Picturing Reform in Victorian Britain is an erudite and stimulating book, integrating theoretical and material approaches as well as literary and visual forms to examine the representation and practice of social transformation. By considering both fine art painting and wood engravings of the illustrated press, Janice Carlisle offers a twofold investigation of public art and down-market print that addresses the complex mediation of social and political change from the 1830s to the 1860s.

The work is underpinned by the theoretical writings of Walter Bagehot and John Ruskin. References to literary works are few; they are primarily to Anthony Trollope’s Phineas Finn, the Irish Member (1867—68) and are less often to works by Thomas Carlyle. Paintings selected for analysis include Sir George Hayter’s The House of Commons, 1833 (1843). The engravings considered include those by John Leech and by John Tenniel in Punch and others in the Illustrated London News (iln). This “conjunction of high and popular art” (22) is indicative of the comparative approach employed, which emphasizes “analytic encounters” (21) between words and images, as well as between people and events. Carlisle’s primary argument is that “the iln and Punch practiced a politics of vision by inviting their readers to think with their eyes, to see the state of the suffrage in the present and the possibilities for its changed shape in the future” (2). She demonstrates this by close—“often very close” (22)—readings of paintings and engravings “as major texts to be analyzed” (13), which in turn make clear that the wood engravings of the illustrated press were central to Victorian culture. Such close analysis is situated in relation to political context, with particular attention paid to the Reform Acts of 1832 and 1867, thus enabling a well-supported interpretation of the relationship between art (paintings and prints) and politics (social reform).

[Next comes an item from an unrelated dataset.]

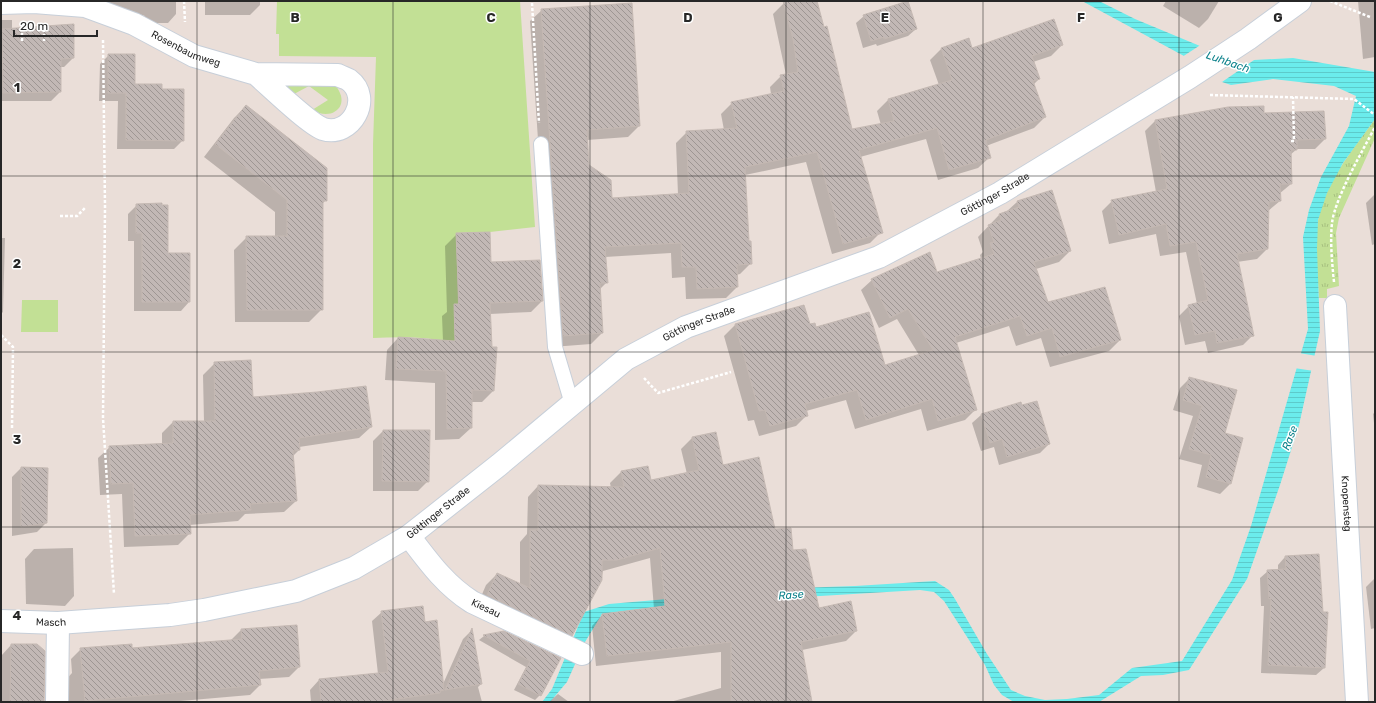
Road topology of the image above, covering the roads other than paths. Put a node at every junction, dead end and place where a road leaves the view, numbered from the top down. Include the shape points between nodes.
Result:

In chapter 1, “Art as Politics: Lines in Theory and Practice,” Carlisle sets the theoretical ground for her work, examining “the extent to which Victorian theory and practice defined both visual images and electoral laws as phenomena constituted by lines of demarcation” (28). At times, the use of “theories on the politics of visuality” (25) seems stretched, and when it is combined with detailed descriptions of reform legislation and close analyses of images, the resulting dense prose makes for demanding reading. However, discussion of the shifting representations of social reform and the working class is both thorough and of interest, and it remains so throughout the book.

Chapter 2, “Pictures on Display,” examines public art and graphic journalism in relation to Victorian politics, setting Hayter in relation to other painters, such as Benjamin Robert Haydon and Ford Madox Brown, and considering how engravings define the political stances of Punch and the iln [End Page 201] during their early years. Carlisle’s description of paintings by Hayter and others is valuable, especially as subsequent chapters go on to describe the growing relevance of the illustrated press, as opposed to large paintings hung at Westminster, to social and political changes leading up to and following the Second Reform Act. In chapter 3, “Redrawing the Franchise in the 1860s: Lines around the Constitution,” Carlisle examines prints published in Punch and the iln in response to the Hyde Park riots of 1866 and contextualizes their publication by considering other images of the period, serial newspaper publication, and various social and political issues. Chapter 4, “Within the Pale,” examines prints from the iln and Punch published just before and after the Second Reform Act. In this last chapter, the shifting positions of Punch and the iln prove highly significant: “the comic newspaper becomes the genteel better; and the staid weekly, which prided itself on its refined devotion to art, emerges as the more democratically inclined social inferior” (209). Carlisle describes this shift with respect to the process and impacts of the Second Reform Act in great detail, effectively demonstrating the conjunction of art and politics for the period.